Outra passageira, Sofia Barchan, 19, disse que a Ucrânia “permaneceria forte” sem o apoio americano. “Lutaremos enquanto for necessário. Nosso território permanecerá nosso, incluindo a Crimeia e o leste. Pertence à Ucrânia.” Ele disse que Zelenskyy era uma “pessoa inteligente” e previu que não entregaria terras ucranianas.

Sofia Barchan na estação de metrô Zoloti Vorota, em Kyiv. “Minha opinião pessoal é que eles não conseguirão o que querem e continuaremos lutando enquanto for necessário”, disse ele. Fotografia: Alessio Mamo/The Guardian

Falando à chuva, junto a uma réplica do portão medieval original de Kiev, Olena Ivanovna disse estar grata a Trump pelos seus esforços para alcançar a paz. Ele disse que a Ucrânia deveria estar disposta a ceder temporariamente a Crimeia e a região oriental de Donbass se isso significasse manter os Estados Unidos como parceiro. “O presidente Zelenskyy deveria realizar um referendo e perguntar ao povo”, disse ele.

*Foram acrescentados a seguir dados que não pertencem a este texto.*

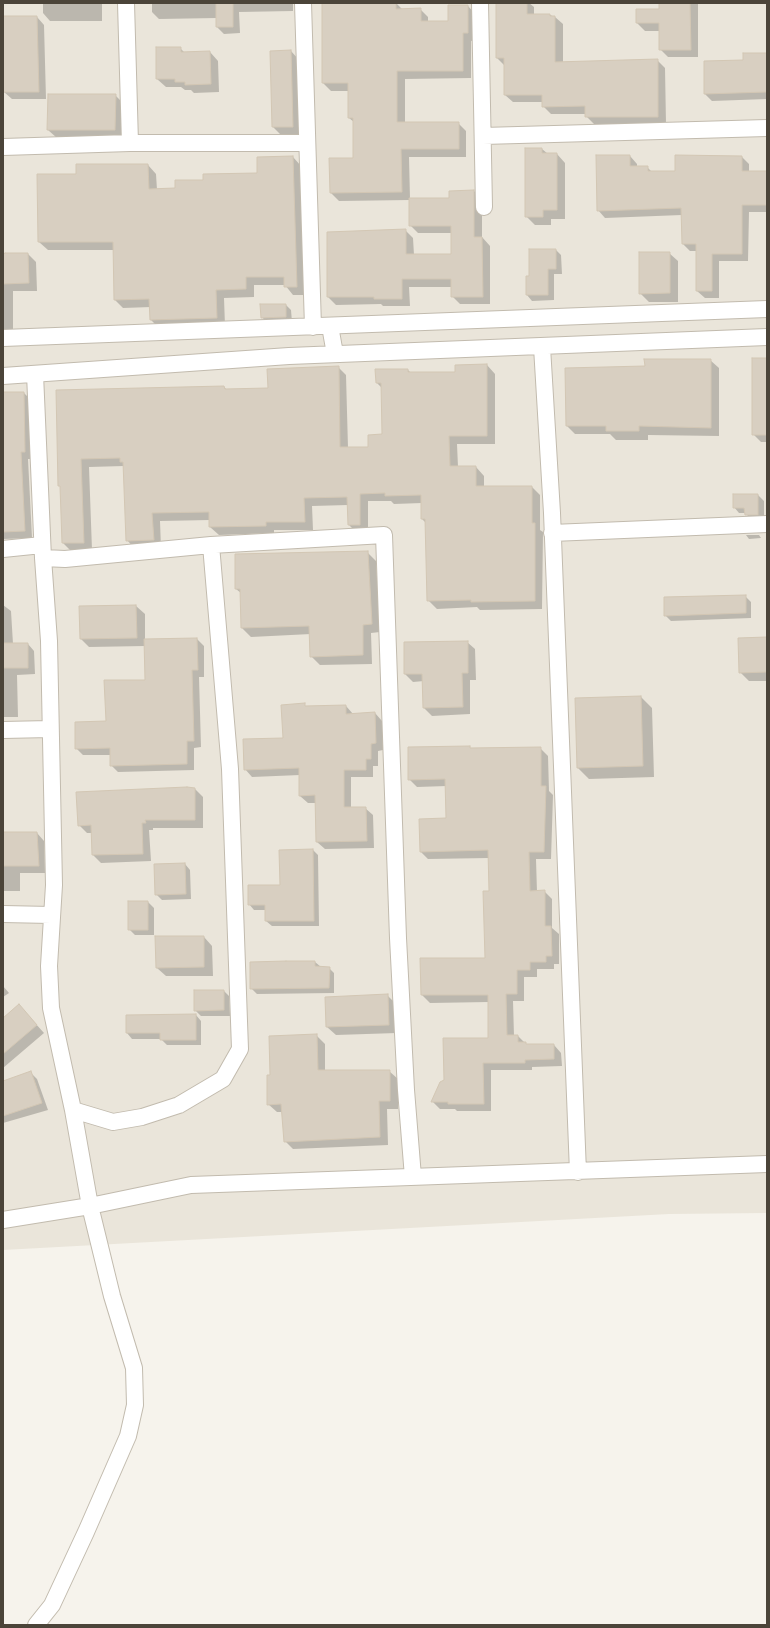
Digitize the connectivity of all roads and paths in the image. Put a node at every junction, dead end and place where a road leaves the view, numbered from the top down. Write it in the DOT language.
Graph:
graph roads {
  1 [pos="126,3"];
  2 [pos="303,3"];
  3 [pos="480,3"];
  4 [pos="767,128"];
  5 [pos="483,136"];
  6 [pos="130,143"];
  7 [pos="307,143"];
  8 [pos="3,147"];
  9 [pos="484,207"];
  10 [pos="767,309"];
  11 [pos="330,326"];
  12 [pos="313,327"];
  13 [pos="3,338"];
  14 [pos="767,338"];
  15 [pos="542,347"];
  16 [pos="335,354"];
  17 [pos="35,374"];
  18 [pos="3,376"];
  19 [pos="767,524"];
  20 [pos="552,533"];
  21 [pos="211,545"];
  22 [pos="3,548"];
  23 [pos="42,552"];
  24 [pos="50,729"];
  25 [pos="3,730"];
  26 [pos="3,914"];
  27 [pos="51,915"];
  28 [pos="73,1110"];
  29 [pos="767,1164"];
  30 [pos="578,1172"];
  31 [pos="413,1177"];
  32 [pos="90,1206"];
  33 [pos="3,1220"];
  34 [pos="36,1625"];
  1 -- 6 [label="street"];
  2 -- 7 [label="street"];
  3 -- 5 [label="street"];
  4 -- 5 [label="street"];
  5 -- 9 [label="street"];
  6 -- 7 [label="street"];
  6 -- 8 [label="street"];
  7 -- 12 [label="street"];
  10 -- 11 [label="street"];
  11 -- 12 [label="street"];
  11 -- 16 [label="street"];
  12 -- 13 [label="street"];
  14 -- 15 [label="street"];
  15 -- 16 [label="street"];
  15 -- 20 [label="street"];
  16 -- 17 [label="street"];
  17 -- 18 [label="street"];
  17 -- 23 [label="street"];
  19 -- 20 [label="street"];
  20 -- 30 [label="street"];
  21 -- 23 [label="street"];
  21 -- 28 [label="street"];
  21 -- 31 [label="street"];
  22 -- 23 [label="street"];
  23 -- 24 [label="street"];
  24 -- 25 [label="street"];
  24 -- 27 [label="street"];
  26 -- 27 [label="street"];
  27 -- 28 [label="street"];
  28 -- 32 [label="street"];
  29 -- 30 [label="street"];
  30 -- 31 [label="street"];
  31 -- 32 [label="street"];
  32 -- 33 [label="street"];
  32 -- 34 [label="street"];
}
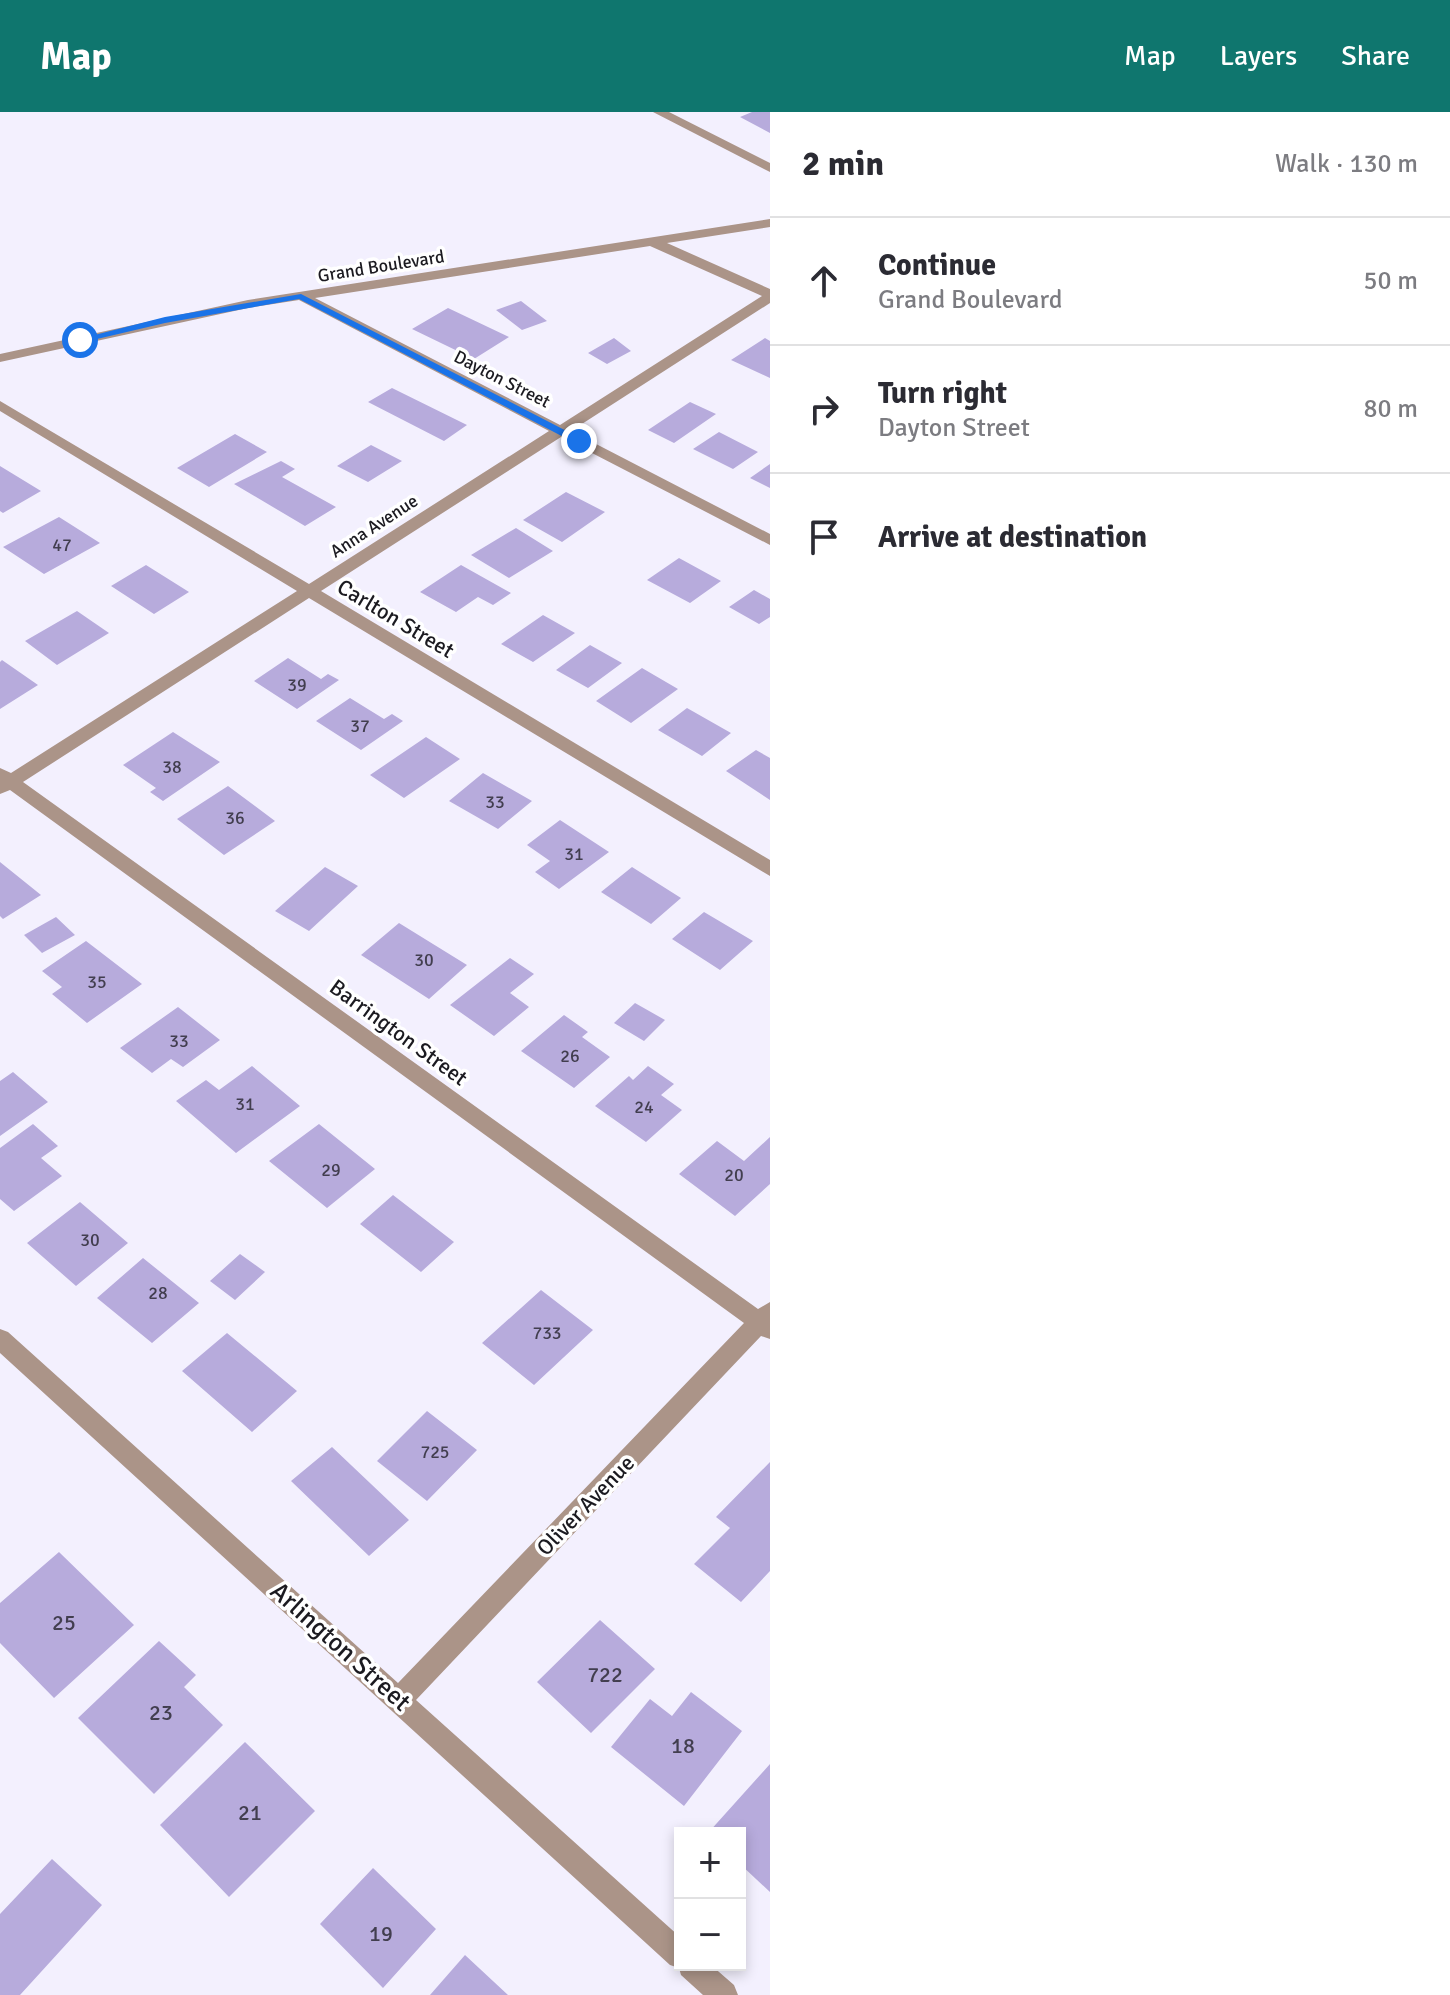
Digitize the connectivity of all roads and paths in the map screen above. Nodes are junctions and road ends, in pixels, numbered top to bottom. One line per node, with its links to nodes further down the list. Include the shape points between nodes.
1 (659, 112): 2 (street)
2 (770, 168)
3 (770, 223): 4 (street, Grand Boulevard)
4 (652, 241): 5 (street, Grand Boulevard); 6 (street, Anna Avenue)
5 (301, 296): 7 (street, Grand Boulevard); 9 (street, Dayton Street)
6 (770, 296): 9 (street, Anna Avenue)
7 (0, 358)
8 (0, 405): 11 (street, Carlton Street)
9 (560, 431): 10 (street, Dayton Street); 11 (street, Anna Avenue)
10 (770, 540)
11 (309, 591): 12 (street, Anna Avenue); 13 (street, Carlton Street)
12 (3, 781): 14 (street, Barrington Street)
13 (770, 869)
14 (766, 1321): 16 (street, Oliver Avenue)
15 (0, 1339): 16 (street, Arlington Street)
16 (400, 1699): 17 (street, Arlington Street)
17 (674, 1950)
18 (698, 1971): 19 (street)
19 (724, 1995)

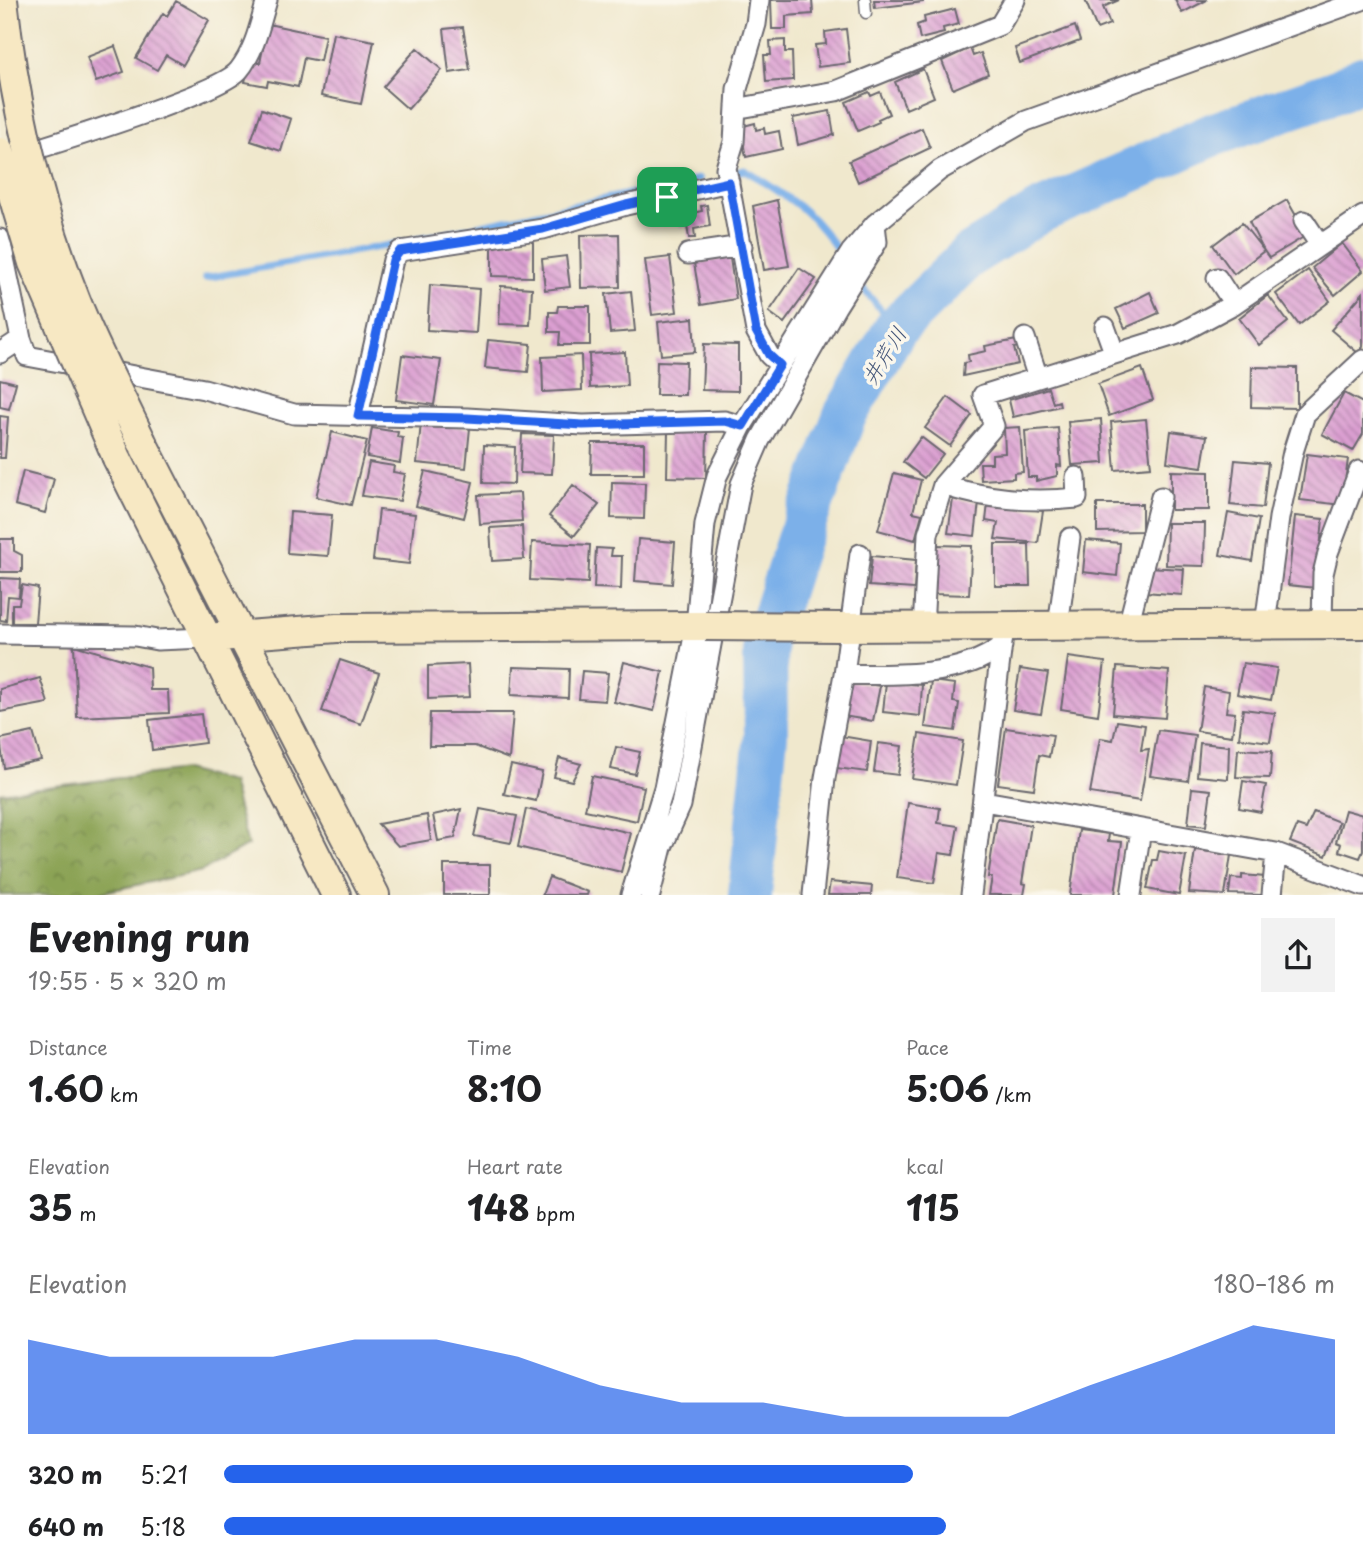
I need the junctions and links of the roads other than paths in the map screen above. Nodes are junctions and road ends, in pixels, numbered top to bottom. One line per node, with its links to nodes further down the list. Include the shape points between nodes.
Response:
1 (3, 0): 46 (street, bridge, via 34,176 76,302)
2 (267, 0): 10 (street, via 255,42 238,72 200,92)
3 (759, 0): 8 (street)
4 (864, 0): 7 (lane)
5 (1015, 0): 8 (street, via 1000,25 836,90)
6 (1362, 0): 14 (street, via 1026,121 940,170)
7 (866, 13)
8 (736, 105): 11 (street)
9 (0, 152): 48 (street, bridge, via 33,263 117,458)
10 (0, 161)
11 (728, 176): 17 (street); 29 (street, via 543,229 400,251 393,260)
12 (1363, 216): 16 (street)
13 (1304, 221): 16 (street)
14 (875, 224): 27 (street, via 851,252); 57 (street, via 877,242 761,440 741,484 681,805 662,847)
15 (0, 239): 23 (street)
16 (1320, 245): 20 (street)
17 (742, 246): 18 (street); 27 (street, via 756,331)
18 (688, 254)
19 (1217, 278): 20 (street)
20 (1234, 304): 24 (street, via 1178,334)
21 (1105, 327): 24 (street)
22 (1025, 338): 28 (street)
23 (21, 339): 25 (street); 29 (street, via 27,356 204,389 294,414)
24 (1114, 352): 28 (street)
25 (0, 353)
26 (1363, 360): 38 (street, via 1305,414 1279,518)
27 (780, 365): 30 (street)
28 (1037, 376): 33 (street, via 983,395 994,426)
29 (358, 416): 30 (street, via 583,425 725,421)
30 (743, 426): 40 (street, via 717,476 705,524)
31 (1359, 471): 39 (street, via 1328,553)
32 (1076, 477): 33 (street, via 1077,498 1062,500 982,497)
33 (943, 485): 44 (street, via 928,534)
34 (1161, 497): 42 (street)
35 (1070, 538): 41 (street)
36 (860, 554): 43 (street)
37 (1363, 624): 39 (street)
38 (1265, 625): 39 (street); 42 (street)
39 (1322, 625)
40 (701, 626): 43 (street, bridge); 46 (street, via 337,628); 56 (street, via 664,788)
41 (1058, 626): 42 (street); 47 (street)
42 (1128, 626)
43 (844, 627): 44 (street); 49 (street)
44 (923, 629): 47 (street)
45 (0, 634): 48 (street)
46 (242, 635): 48 (street); 55 (street)
47 (1003, 636): 49 (street, via 987,657 969,664 894,675); 50 (street)
48 (206, 638): 54 (street)
49 (844, 674): 58 (street, via 825,778)
50 (984, 801): 51 (street); 59 (street)
51 (1141, 829): 52 (street); 60 (street)
52 (1276, 853): 53 (street); 61 (street)
53 (1363, 886)
54 (336, 895)
55 (375, 895)
56 (631, 895)
57 (650, 895)
58 (813, 895)
59 (971, 895)
60 (1130, 895)
61 (1272, 895)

Olena Ivanovna perto do monumento Golden Gate em Kyiv. “Estou muito grata ao presidente Trump pelo seu papel na ajuda à Ucrânia e na criação da paz”, disse ela. Fotografia: Alessio Mamo/The Guardian

Os anteriores líderes europeus condenaram veementemente o plano. A ex-primeira-ministra finlandesa Sanna Marin classificou-a como uma catástrofe, não só para a Ucrânia e os ucranianos, mas para “todo o mundo democrático”. Ele disse que se o Ocidente mostrasse fraqueza e ignorância – como aconteceu em 2014, quando Putin anexou a Crimeia – ocorreriam “mais agressões e conflitos”.

O ex-primeiro-ministro belga Guy Verhofstadt citou a definição de Churchill de um apaziguador como “alguém que alimenta um crocodilo, na esperança de ser o último a comê-lo”. Ele acrescentou: “Trump está agora do lado de Putin. A Europa deve escolher novamente: apaziguamento ou os nossos valores, imperialismo ou liberdade. Outro momento de verdade para a nossa união (europeia).”